■ **What the task asks**:
Within the records below, repeat each line exactly but keep every picture out of the copy.

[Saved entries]
- - - -

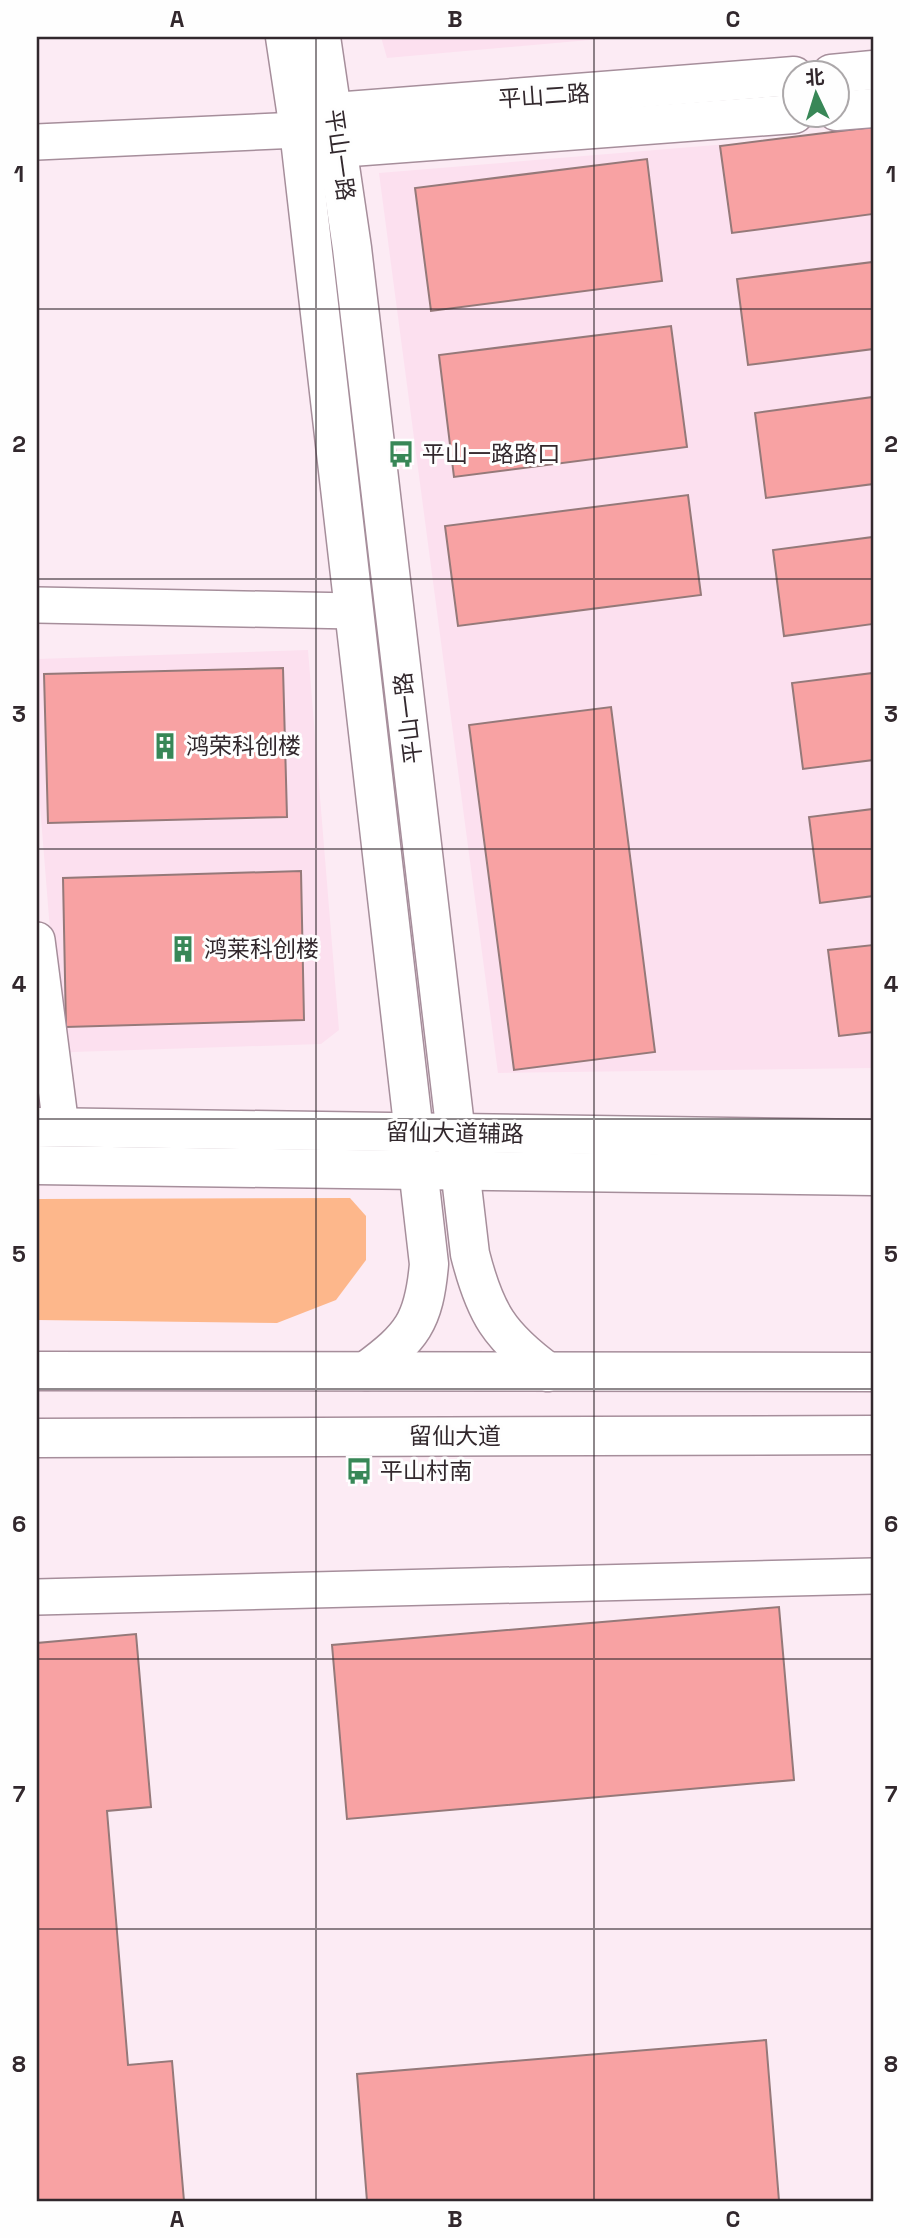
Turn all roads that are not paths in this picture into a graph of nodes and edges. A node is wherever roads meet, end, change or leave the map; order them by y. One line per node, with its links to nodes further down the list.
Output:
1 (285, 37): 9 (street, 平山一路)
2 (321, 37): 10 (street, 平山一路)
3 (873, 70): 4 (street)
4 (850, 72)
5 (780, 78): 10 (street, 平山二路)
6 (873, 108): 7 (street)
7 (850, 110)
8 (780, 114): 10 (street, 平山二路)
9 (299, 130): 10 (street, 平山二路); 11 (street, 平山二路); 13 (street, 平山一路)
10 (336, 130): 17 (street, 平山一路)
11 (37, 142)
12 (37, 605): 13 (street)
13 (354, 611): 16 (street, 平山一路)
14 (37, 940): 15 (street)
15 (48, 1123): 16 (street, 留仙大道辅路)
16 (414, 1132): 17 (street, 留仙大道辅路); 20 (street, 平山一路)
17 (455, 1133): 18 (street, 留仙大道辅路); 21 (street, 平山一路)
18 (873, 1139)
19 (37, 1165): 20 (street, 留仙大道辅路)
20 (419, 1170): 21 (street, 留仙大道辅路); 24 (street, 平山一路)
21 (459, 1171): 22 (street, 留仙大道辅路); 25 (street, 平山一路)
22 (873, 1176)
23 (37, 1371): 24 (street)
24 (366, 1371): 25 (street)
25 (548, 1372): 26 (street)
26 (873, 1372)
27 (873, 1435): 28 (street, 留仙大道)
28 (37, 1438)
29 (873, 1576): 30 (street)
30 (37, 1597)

- - - -

■ **Exercise result**:
Turn all roads that are not paths in this picture into a graph of nodes and edges. A node is wherever roads meet, end, change or leave the map; order them by y. One line per node, with its links to nodes further down the list.
Output:
1 (285, 37): 9 (street, 平山一路)
2 (321, 37): 10 (street, 平山一路)
3 (873, 70): 4 (street)
4 (850, 72)
5 (780, 78): 10 (street, 平山二路)
6 (873, 108): 7 (street)
7 (850, 110)
8 (780, 114): 10 (street, 平山二路)
9 (299, 130): 10 (street, 平山二路); 11 (street, 平山二路); 13 (street, 平山一路)
10 (336, 130): 17 (street, 平山一路)
11 (37, 142)
12 (37, 605): 13 (street)
13 (354, 611): 16 (street, 平山一路)
14 (37, 940): 15 (street)
15 (48, 1123): 16 (street, 留仙大道辅路)
16 (414, 1132): 17 (street, 留仙大道辅路); 20 (street, 平山一路)
17 (455, 1133): 18 (street, 留仙大道辅路); 21 (street, 平山一路)
18 (873, 1139)
19 (37, 1165): 20 (street, 留仙大道辅路)
20 (419, 1170): 21 (street, 留仙大道辅路); 24 (street, 平山一路)
21 (459, 1171): 22 (street, 留仙大道辅路); 25 (street, 平山一路)
22 (873, 1176)
23 (37, 1371): 24 (street)
24 (366, 1371): 25 (street)
25 (548, 1372): 26 (street)
26 (873, 1372)
27 (873, 1435): 28 (street, 留仙大道)
28 (37, 1438)
29 (873, 1576): 30 (street)
30 (37, 1597)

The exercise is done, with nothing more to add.